Chopped Egg Salad Bagels with Labneh and Dill Pickles

Soft-boiled eggs chopped with creamy labneh, dill pickles, spring onions and lemon, piled into toasted bagels with peppery rocket. A quick, fresh, high-protein lunch with plenty of crunch and tang.
Prep Time: 10 minutes
Cook Time: 8 minutes
Total Time: 18 minutes
Course: Lunch, Snacks
Cuisine: Modern Mediterranean
Keyword: bagel recipes, chopped egg salad bagel, creamy egg salad, dill pickle recipes, easy brunch ideas, egg salad bagel, healthy bagel filling, high protein lunch, labneh egg salad, lemon recipes, no mayo egg salad, quick lunch recipes, rocket salad recipes, savoury brunch ideas, soft boiled eggs
Servings: 2
Calories: 520kcal
Author: Hey Lolly

Ingredients

For the egg salad

  • 4 large free-range eggs
  • 3 tbsp labneh
  • 2 tbsp dill pickles roughly chopped
  • 2 spring onions finely sliced
  • 1 tbsp lemon juice
  • ½ lemon zested
  • Salt and black pepper to taste

To assemble

  • 2 seeded or everything bagels split and lightly toasted
  • 2 handfuls rocket

Instructions

Cook the eggs

  • Bring a pan of water to the boil.

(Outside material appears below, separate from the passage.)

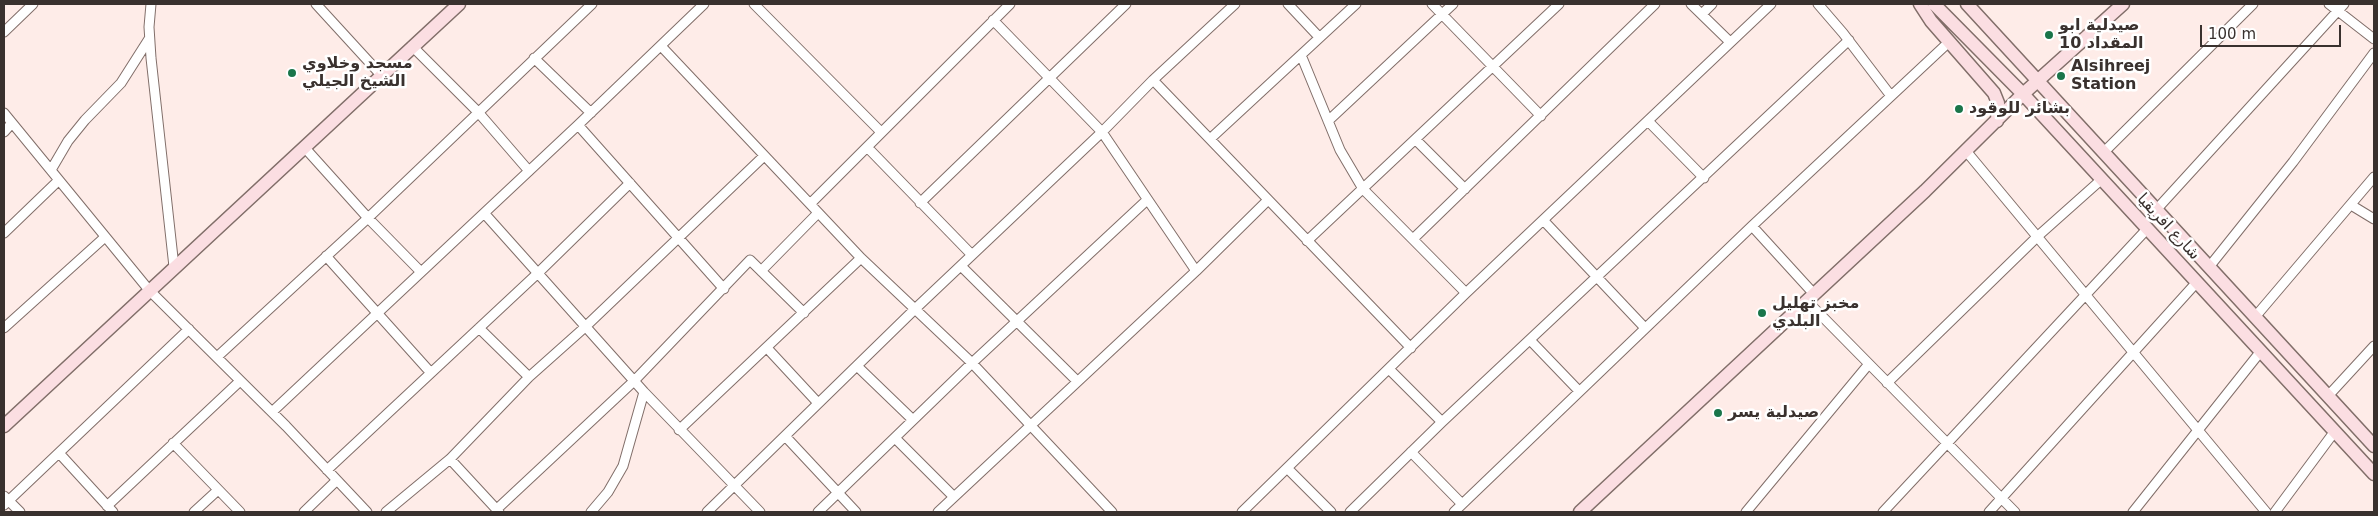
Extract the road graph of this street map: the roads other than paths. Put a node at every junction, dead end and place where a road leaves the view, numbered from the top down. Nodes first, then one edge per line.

Lower in the eggs and cook for 7–8 minutes, until the whites are set and the yolks are still slightly soft. Cool under cold water, then peel.

Chop the filling

  • Roughly chop the eggs on a board, keeping them chunky rather than mashed. Add the chopped dill pickles and spring onions.

Mix the egg salad

  • Add the labneh, lemon zest, lemon juice, salt and black pepper. Gently fold everything together until creamy but still textured.

Toast the bagels

  • Lightly toast the bagels until warm and just crisp at the edges.

Assemble and serve

  • Layer rocket onto the base of each bagel, then pile the chopped egg salad generously on top. Add the bagel lids, press lightly and serve straight away while the bagels are still warm and the filling is cool and creamy.

Notes

Hey Lolly Kitchen Notes

  • Keep the eggs slightly soft — it gives the filling its creaminess without needing mayo.
  • Chop, don’t mash. Texture is everything here.
  • Labneh brings a tangy freshness that keeps this lighter than a classic egg salad.
  • Dill pickles do the heavy lifting, so use ones with proper crunch and bite.
  • If it looks a bit overfilled, you’ve done it right.
  • Best eaten straight away — this isn’t one to leave sitting around.